● **Required work**: The answer must be every line of the records below that contains the word "highway", copied out.

● **Source data**:

□ □ □ □ □

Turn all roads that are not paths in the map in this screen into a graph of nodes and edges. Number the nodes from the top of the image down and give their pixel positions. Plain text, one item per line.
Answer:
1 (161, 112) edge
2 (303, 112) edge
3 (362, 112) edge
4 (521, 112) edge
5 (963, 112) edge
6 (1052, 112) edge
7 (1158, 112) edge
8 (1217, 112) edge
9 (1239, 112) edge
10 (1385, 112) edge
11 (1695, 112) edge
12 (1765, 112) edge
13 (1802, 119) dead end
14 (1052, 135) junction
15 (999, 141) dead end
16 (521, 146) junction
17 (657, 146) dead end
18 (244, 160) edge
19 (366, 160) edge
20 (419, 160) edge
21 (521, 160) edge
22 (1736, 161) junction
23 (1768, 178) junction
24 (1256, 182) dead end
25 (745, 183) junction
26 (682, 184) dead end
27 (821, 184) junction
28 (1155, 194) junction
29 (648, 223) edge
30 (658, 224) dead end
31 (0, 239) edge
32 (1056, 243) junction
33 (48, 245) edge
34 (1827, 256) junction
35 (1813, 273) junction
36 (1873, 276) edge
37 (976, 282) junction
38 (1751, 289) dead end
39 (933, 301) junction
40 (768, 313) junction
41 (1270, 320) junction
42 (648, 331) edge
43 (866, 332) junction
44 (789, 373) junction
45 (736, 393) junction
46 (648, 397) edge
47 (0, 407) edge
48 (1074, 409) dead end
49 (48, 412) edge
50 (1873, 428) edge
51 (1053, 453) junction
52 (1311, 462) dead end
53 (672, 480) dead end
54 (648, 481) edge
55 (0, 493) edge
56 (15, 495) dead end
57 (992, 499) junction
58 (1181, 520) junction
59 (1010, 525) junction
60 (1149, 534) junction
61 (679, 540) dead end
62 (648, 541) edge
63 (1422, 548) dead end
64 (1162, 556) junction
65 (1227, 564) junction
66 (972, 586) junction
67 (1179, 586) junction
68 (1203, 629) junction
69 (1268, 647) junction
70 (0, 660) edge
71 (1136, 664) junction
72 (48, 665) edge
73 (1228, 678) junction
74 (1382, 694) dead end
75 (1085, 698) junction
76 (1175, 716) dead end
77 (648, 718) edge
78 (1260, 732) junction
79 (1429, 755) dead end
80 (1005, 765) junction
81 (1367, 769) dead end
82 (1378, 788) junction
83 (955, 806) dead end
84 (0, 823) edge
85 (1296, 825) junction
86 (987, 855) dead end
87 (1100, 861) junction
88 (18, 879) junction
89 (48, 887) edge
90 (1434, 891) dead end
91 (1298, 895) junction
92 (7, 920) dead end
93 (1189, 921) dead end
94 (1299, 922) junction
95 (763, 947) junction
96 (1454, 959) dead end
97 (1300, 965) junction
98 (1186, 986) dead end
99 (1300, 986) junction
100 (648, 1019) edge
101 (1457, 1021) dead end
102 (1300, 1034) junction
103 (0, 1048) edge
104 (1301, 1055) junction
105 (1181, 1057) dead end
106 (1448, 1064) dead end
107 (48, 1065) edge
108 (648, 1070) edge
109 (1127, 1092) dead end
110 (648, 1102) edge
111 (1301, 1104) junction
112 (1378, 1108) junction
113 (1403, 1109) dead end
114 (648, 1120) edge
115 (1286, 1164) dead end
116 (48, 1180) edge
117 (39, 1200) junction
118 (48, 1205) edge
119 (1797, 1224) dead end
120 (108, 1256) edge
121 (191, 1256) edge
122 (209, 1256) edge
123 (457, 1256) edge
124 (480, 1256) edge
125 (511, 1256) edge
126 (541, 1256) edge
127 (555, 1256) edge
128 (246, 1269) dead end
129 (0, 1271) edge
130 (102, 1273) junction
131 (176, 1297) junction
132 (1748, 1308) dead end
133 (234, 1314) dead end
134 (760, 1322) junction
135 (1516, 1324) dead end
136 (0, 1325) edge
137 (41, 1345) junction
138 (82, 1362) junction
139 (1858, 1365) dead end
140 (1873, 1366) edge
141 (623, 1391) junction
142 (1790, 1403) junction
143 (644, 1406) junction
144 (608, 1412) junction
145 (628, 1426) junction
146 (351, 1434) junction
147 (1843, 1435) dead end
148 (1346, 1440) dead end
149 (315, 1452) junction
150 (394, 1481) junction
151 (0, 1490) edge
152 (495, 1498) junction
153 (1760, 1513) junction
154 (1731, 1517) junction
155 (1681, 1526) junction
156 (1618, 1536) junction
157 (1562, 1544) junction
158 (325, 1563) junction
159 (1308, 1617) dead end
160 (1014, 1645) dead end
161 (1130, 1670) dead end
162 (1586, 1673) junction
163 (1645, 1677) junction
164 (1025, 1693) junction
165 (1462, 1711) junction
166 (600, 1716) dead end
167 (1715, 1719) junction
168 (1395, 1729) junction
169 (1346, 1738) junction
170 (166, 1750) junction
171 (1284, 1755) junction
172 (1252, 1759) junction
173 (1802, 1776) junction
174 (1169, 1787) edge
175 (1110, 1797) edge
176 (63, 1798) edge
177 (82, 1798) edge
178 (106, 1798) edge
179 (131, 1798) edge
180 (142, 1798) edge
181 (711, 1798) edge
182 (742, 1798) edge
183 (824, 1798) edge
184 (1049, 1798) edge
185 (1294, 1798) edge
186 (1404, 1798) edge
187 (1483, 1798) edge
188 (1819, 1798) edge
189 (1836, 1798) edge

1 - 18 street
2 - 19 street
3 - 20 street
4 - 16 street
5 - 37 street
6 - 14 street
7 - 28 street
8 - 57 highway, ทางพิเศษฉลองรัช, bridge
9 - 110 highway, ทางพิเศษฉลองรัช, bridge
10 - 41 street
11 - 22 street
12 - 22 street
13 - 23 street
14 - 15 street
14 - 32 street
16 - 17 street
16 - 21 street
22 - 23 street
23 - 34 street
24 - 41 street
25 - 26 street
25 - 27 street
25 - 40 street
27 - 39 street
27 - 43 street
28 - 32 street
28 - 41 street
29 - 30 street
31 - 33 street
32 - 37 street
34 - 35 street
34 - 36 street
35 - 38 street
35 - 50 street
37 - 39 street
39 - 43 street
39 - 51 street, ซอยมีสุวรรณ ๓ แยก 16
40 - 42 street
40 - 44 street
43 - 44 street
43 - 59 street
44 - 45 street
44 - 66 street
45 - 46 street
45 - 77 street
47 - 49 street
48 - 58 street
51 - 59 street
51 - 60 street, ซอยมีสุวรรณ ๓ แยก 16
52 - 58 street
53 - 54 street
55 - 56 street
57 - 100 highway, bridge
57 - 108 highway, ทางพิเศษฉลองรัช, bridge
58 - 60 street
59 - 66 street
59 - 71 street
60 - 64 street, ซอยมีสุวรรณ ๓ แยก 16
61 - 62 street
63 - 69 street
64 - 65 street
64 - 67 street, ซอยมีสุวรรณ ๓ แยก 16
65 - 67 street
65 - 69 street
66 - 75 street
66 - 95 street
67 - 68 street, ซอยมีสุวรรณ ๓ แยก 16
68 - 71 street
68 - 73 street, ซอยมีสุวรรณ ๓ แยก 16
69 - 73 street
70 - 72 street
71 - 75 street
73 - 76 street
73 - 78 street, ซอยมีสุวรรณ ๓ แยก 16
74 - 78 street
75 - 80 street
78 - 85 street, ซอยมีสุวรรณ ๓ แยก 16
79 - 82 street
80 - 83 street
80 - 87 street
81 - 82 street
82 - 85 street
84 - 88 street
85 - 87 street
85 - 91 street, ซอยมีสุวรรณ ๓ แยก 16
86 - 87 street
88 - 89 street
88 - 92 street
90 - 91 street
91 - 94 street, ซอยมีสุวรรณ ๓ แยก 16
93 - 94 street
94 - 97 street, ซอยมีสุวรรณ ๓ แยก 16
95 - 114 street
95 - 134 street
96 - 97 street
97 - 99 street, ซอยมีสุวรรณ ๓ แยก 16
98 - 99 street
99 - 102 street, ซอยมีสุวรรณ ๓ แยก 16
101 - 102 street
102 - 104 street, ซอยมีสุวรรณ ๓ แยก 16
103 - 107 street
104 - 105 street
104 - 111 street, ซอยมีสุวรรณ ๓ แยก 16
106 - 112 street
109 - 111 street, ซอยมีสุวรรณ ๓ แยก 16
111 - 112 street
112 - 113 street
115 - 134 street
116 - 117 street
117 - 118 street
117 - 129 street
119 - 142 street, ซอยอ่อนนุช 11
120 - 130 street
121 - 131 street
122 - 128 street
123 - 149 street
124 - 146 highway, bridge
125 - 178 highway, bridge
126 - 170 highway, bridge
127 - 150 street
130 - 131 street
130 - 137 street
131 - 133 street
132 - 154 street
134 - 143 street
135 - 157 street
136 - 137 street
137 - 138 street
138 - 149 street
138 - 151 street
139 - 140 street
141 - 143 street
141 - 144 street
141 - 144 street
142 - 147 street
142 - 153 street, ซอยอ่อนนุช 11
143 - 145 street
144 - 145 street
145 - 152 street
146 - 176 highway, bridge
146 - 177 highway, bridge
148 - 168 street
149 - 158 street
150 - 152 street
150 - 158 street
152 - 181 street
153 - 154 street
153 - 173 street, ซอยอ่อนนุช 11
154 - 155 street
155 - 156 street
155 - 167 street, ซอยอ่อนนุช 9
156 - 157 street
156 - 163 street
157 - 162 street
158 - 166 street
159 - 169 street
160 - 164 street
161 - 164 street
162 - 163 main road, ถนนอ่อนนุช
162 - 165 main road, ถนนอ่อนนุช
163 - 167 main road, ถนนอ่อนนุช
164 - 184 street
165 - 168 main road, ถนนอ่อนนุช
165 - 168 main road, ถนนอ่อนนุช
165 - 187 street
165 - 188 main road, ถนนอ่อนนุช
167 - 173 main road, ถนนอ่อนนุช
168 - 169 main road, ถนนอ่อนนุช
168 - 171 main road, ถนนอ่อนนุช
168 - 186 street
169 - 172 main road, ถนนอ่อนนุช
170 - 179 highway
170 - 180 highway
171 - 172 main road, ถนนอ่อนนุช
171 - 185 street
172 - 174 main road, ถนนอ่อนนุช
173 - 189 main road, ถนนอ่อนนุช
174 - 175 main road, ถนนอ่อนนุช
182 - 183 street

□ □ □ □ □

● **Solution**:
8 - 57 highway, ทางพิเศษฉลองรัช, bridge
9 - 110 highway, ทางพิเศษฉลองรัช, bridge
57 - 100 highway, bridge
57 - 108 highway, ทางพิเศษฉลองรัช, bridge
124 - 146 highway, bridge
125 - 178 highway, bridge
126 - 170 highway, bridge
146 - 176 highway, bridge
146 - 177 highway, bridge
170 - 179 highway
170 - 180 highway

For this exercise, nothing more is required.